(INPUT MATERIAL)
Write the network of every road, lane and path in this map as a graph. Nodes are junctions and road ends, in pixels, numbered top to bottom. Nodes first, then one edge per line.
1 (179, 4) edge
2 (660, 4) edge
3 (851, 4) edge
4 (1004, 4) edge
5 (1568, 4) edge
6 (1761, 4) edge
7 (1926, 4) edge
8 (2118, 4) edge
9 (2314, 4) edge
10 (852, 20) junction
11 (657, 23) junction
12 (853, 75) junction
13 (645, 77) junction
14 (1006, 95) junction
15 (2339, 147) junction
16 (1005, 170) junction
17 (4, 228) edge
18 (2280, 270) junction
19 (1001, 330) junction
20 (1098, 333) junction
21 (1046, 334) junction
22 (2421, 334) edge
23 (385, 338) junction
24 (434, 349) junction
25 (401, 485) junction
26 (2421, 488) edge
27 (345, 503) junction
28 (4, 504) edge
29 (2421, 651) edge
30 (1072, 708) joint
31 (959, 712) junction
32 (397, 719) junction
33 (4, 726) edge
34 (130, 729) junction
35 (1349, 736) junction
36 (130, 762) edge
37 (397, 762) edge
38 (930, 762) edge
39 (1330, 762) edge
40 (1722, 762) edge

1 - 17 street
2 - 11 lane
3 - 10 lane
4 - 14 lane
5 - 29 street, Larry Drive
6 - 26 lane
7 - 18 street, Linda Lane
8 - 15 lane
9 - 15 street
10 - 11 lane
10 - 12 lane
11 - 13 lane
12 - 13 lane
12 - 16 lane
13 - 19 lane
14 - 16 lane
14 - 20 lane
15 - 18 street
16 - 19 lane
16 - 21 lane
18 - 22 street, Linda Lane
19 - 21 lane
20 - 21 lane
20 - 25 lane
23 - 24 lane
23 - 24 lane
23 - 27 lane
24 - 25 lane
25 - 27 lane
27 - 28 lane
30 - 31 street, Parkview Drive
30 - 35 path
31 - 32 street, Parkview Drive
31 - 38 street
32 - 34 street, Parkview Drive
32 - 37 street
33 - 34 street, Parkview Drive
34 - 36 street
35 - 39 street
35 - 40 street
(End INPUT MATERIAL)
#### REQUIRED WORK
Wherever the word "path" appears in a line of the records, count that line. Say how many there are, with no other words.

#### RESULT OF THE TASK
2